Anyway - despite all this - dinner was terrific tonight.

Chicken and Sausage Bake (adapted from Nigella Feasts)

1 Cut up Chicken - I had 2 packages of split breasts and chicken leg quarters which I cut down into smaller parts (2 legs, 2 thighs - 4 pieces of breast cut crosswise...)
4 pieces sausage (I used chicken/turkey Andouille, because that is what I had on hand. Any sausage will do.)

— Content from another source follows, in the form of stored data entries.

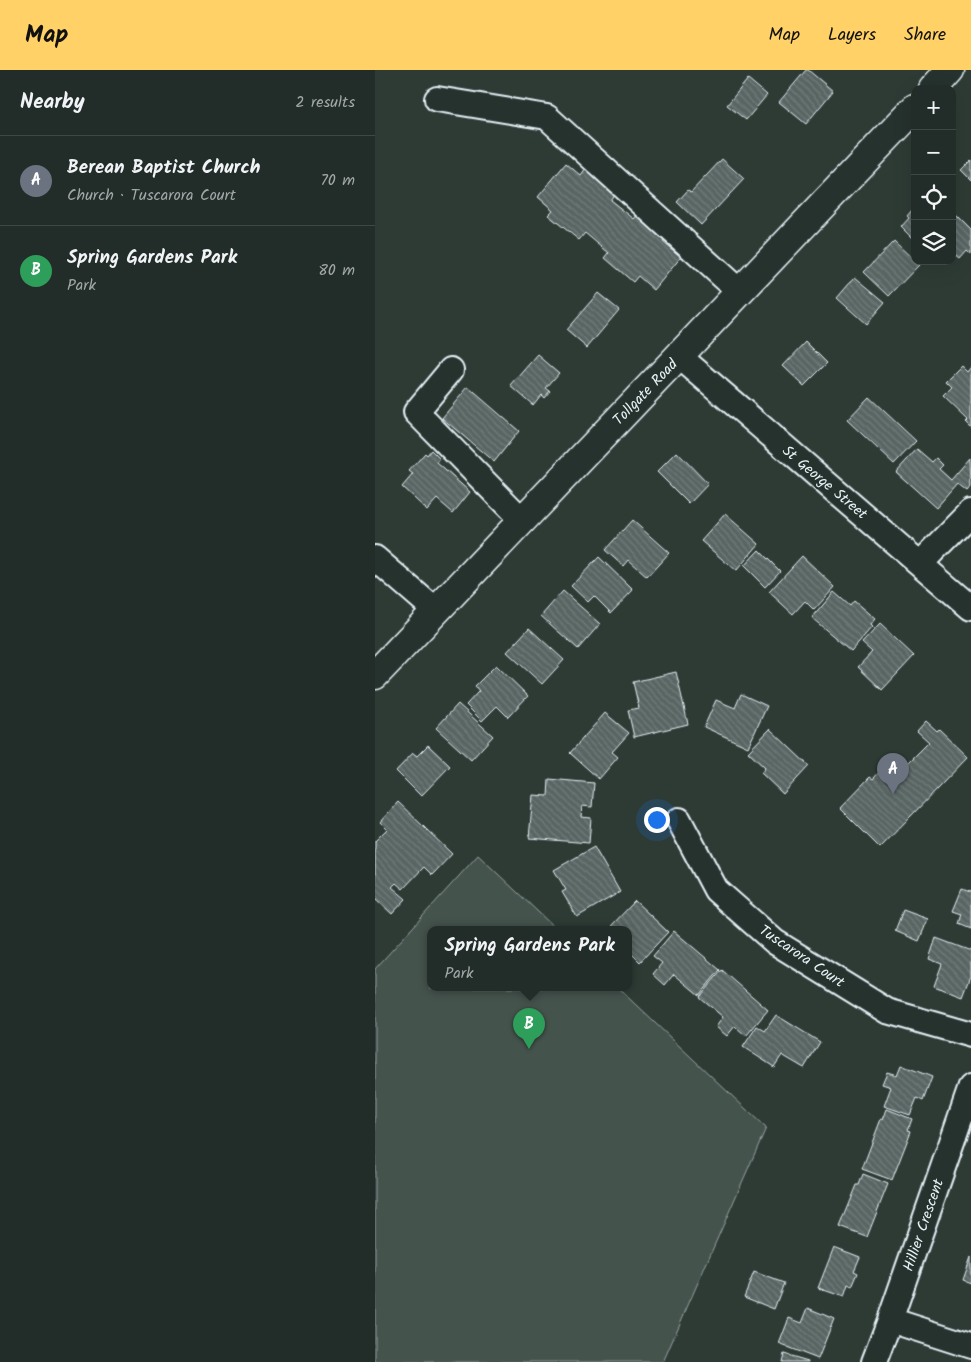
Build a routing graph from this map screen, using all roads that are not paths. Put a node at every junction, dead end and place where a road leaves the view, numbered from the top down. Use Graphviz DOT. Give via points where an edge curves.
graph roads {
  1 [pos="950,70"];
  2 [pos="937,85"];
  3 [pos="437,98"];
  4 [pos="911,112"];
  5 [pos="741,292"];
  6 [pos="679,356"];
  7 [pos="451,370"];
  8 [pos="971,512"];
  9 [pos="522,520"];
  10 [pos="375,558"];
  11 [pos="921,563"];
  12 [pos="971,608"];
  13 [pos="436,611"];
  14 [pos="375,675"];
  15 [pos="679,820"];
  16 [pos="971,1035"];
  17 [pos="971,1087"];
  18 [pos="890,1320"];
  19 [pos="971,1346"];
  20 [pos="874,1362"];
  1 -- 2 [label="main road"];
  3 -- 5 [label="street" via="547,117"];
  4 -- 5 [label="main road, Tollgate Road"];
  5 -- 6 [label="main road, Tollgate Road"];
  6 -- 9 [label="main road, Tollgate Road"];
  6 -- 11 [label="street, St George Street"];
  7 -- 9 [label="street" via="417,412"];
  8 -- 11 [label="street"];
  9 -- 13 [label="main road, Tollgate Road"];
  10 -- 13 [label="street"];
  11 -- 12 [label="street, St George Street"];
  13 -- 14 [label="main road, Tollgate Road"];
  15 -- 16 [label="street, Tuscarora Court" via="716,890 775,942 887,1011"];
  17 -- 18 [label="street, Hillier Crescent"];
  18 -- 19 [label="street"];
  18 -- 20 [label="street, Hillier Crescent"];
}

1/2 white onion - chopped roughly
1 yellow onion - chopped roughly
2 tbsp dijon mustard
1 tsp (or 2 shakes) worsterchire sauce
1 tbsp dried sage (I crushed about 5-6 dried sage from last year's garden)
1/4 cup olive oil
pinch of kosher salt
bit of fresh ground pepper

1. Preheat oven to 425.
2. Put onions, mustard, worsterchire sauce, sage, olive oil, salt and pepper in a bowl. Mix together to coat onions and combine ingredients.
3. Put chicken parts into mixture and mix together until chicken is well coated. (You could also at this point cover and marinate overnight. I didn't do that.)
4. Dump everything into a baking dish or casserole (I used my handy Le Crueset Dutch Oven - love that thing!!!)
5. Spread out chicken so it is in one layer and put sausages in between the chicken.
6. Put in oven and bake (uncovered) for 1 hour 20 minutes. At about 45 minutes in, open up and turn the sausage.
7. When you take it out of the oven, everything should be nice and carmelized - delicious!. (I served with jasmine rice and a salad)

I didn't do this, because of time, but once you take out all the chicken/onions/etc. there is some chicken fats and bits of onion left on the bottom. You could drain out some of the oil and deglaze the pan with some white wine- the sauce would probably be terrific!

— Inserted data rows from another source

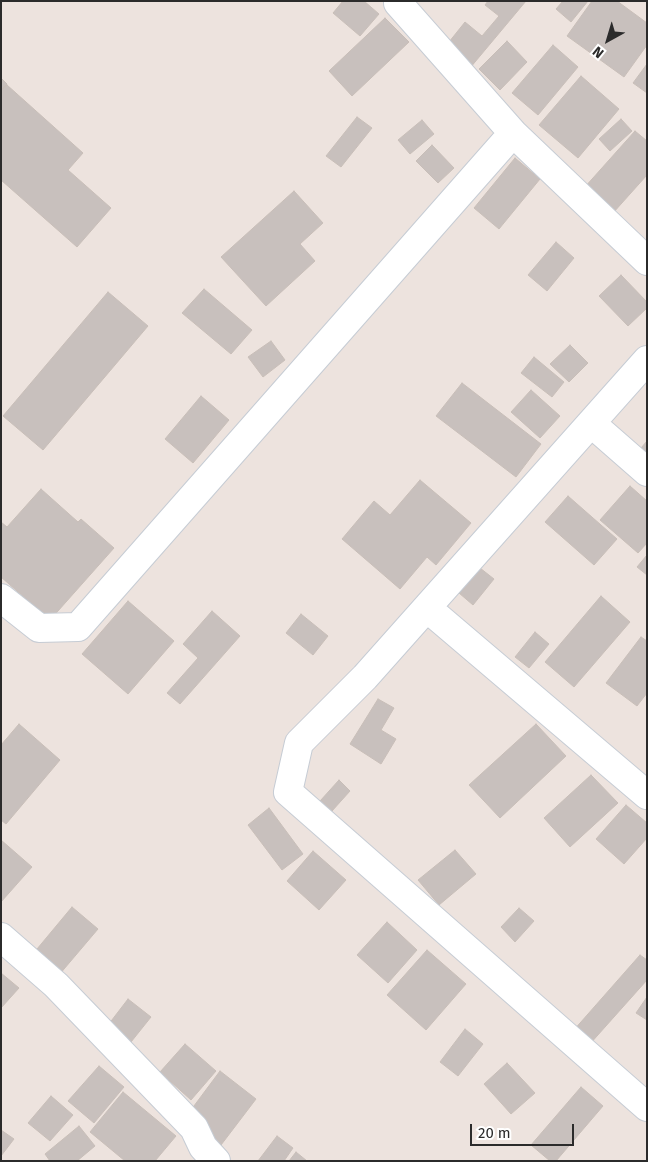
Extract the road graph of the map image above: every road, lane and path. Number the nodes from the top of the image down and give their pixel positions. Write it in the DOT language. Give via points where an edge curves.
graph roads {
  1 [pos="398,3"];
  2 [pos="513,133"];
  3 [pos="647,261"];
  4 [pos="647,360"];
  5 [pos="591,423"];
  6 [pos="647,472"];
  7 [pos="1,598"];
  8 [pos="427,608"];
  9 [pos="647,795"];
  10 [pos="1,936"];
  11 [pos="647,1107"];
  12 [pos="216,1161"];
  1 -- 2 [label="street"];
  2 -- 3 [label="street"];
  2 -- 7 [label="street" via="78,627 39,628"];
  4 -- 5 [label="street"];
  5 -- 6 [label="street"];
  5 -- 8 [label="street"];
  8 -- 9 [label="street"];
  8 -- 11 [label="street" via="299,744 288,792"];
  10 -- 12 [label="street" via="56,985 194,1128 203,1147"];
}
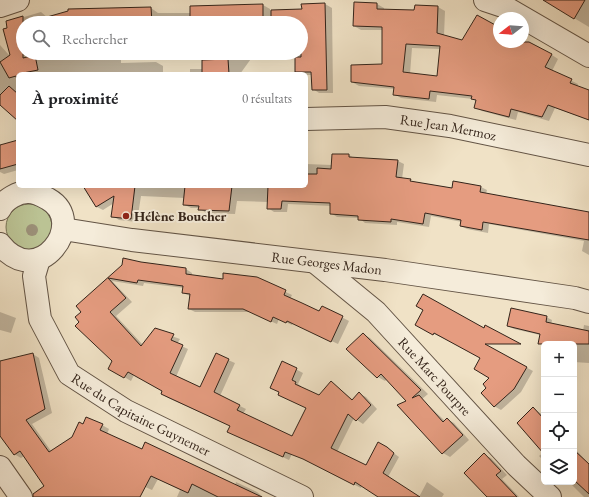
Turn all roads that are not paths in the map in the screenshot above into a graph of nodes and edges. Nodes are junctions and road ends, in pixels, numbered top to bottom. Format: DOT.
graph roads {
  1 [pos="18,0"];
  2 [pos="485,0"];
  3 [pos="0,6"];
  4 [pos="589,56"];
  5 [pos="308,119"];
  6 [pos="589,155"];
  7 [pos="41,190"];
  8 [pos="0,207"];
  9 [pos="63,229"];
  10 [pos="5,256"];
  11 [pos="39,259"];
  12 [pos="315,262"];
  13 [pos="589,302"];
  14 [pos="0,467"];
  15 [pos="21,497"];
  16 [pos="302,497"];
  17 [pos="550,497"];
  1 -- 3 [label="street"];
  2 -- 4 [label="street"];
  5 -- 6 [label="street, Rue Jean Mermoz"];
  7 -- 8 [label="street"];
  7 -- 9 [label="street"];
  9 -- 11 [label="street"];
  9 -- 12 [label="street, Rue Georges Madon"];
  10 -- 11 [label="street"];
  11 -- 16 [label="street, Rue du Capitaine Guynemer"];
  12 -- 13 [label="street, Rue Georges Madon"];
  12 -- 17 [label="street, Rue Marc Pourpre"];
  14 -- 15 [label="street"];
}
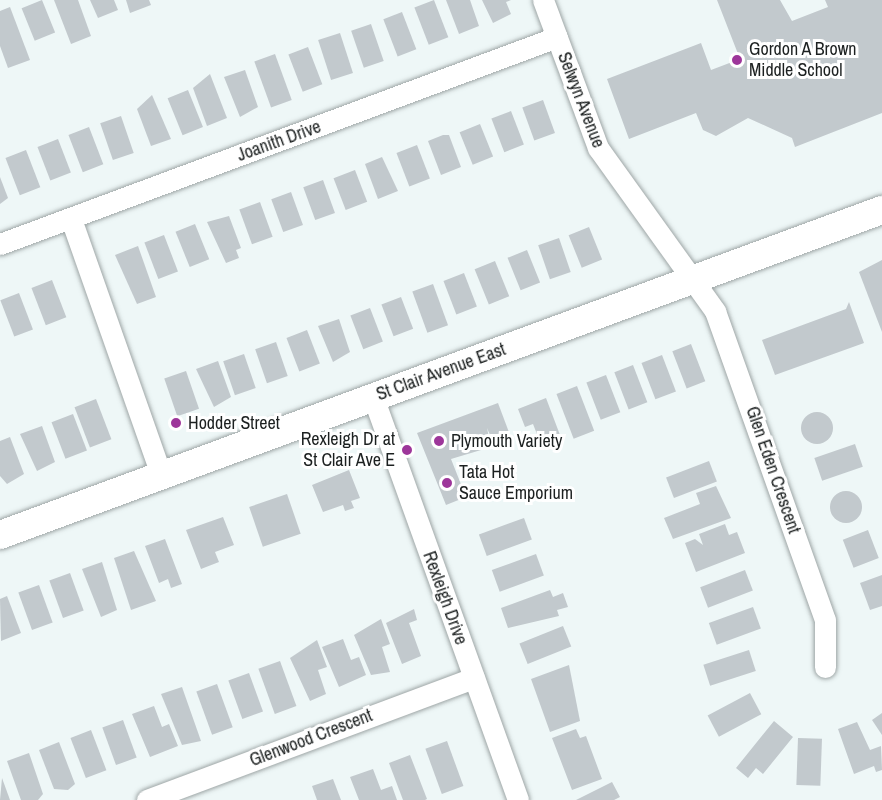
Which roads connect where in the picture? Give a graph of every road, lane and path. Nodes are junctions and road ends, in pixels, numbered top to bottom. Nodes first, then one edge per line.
1 (543, 0) edge
2 (557, 37) junction
3 (882, 210) edge
4 (70, 219) junction
5 (0, 244) edge
6 (696, 278) junction
7 (373, 397) junction
8 (161, 474) junction
9 (0, 535) edge
10 (825, 667) dead end
11 (474, 678) junction
12 (147, 800) edge
13 (518, 800) edge

1 - 2 street, Selwyn Avenue
2 - 4 street, Joanith Drive
2 - 6 street, Selwyn Avenue
3 - 6 main road, St Clair Avenue East
4 - 5 street, Joanith Drive
4 - 8 street
6 - 7 main road, St Clair Avenue East
6 - 10 street, Glen Eden Crescent
7 - 8 main road, St Clair Avenue East
7 - 11 street, Rexleigh Drive
8 - 9 main road, St Clair Avenue East
11 - 12 street, Glenwood Crescent
11 - 13 street, Rexleigh Drive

Enjoy! And here's hoping that next week is a MUCH better week for everyone!

D

1 comment:

Marty said...

That really sounds yummy. And easy too.

I have another easy one for you with Sausage and grapes. There are about 5 versions of this, but this one sounds the best and so easy too.

It's Mark Bittman recipe.

Sausages With Grapes

Yield 4 servings

Time 30 minutes

Mark Bittman

Summary
Brown the sausages over moderate heat — not raging high heat — which significantly reduces spattering. To further minimize mess, don't prick the sausages to release their fat until they are mostly cooked; they will brown perfectly, even in a completely dry skillet.

Ingredients

•1 to 1 1/2 pounds fresh Italian sausage

•4 cups seedless grapes

•2 teaspoons balsamic vinegar or lemon juice, or to taste

Method
•1. Place sausages in a 10- or 12-inch skillet, and turn heat to medium. Cook sausages, turning from time to time, about 15 minutes. When they are brown all over, prick each sausage in a few places with a thin-bladed knife and cook for 5 minutes more.

•2. Remove sausages to a warm platter. If more than a tablespoon or two of fat remains in the pan, remove excess. Add grapes, and turn heat to medium-high. Cook, stirring occasionally, until some of the grapes collapse. Add vinegar or lemon juice, stir, and turn off the heat. Serve sausages nestled in grapes.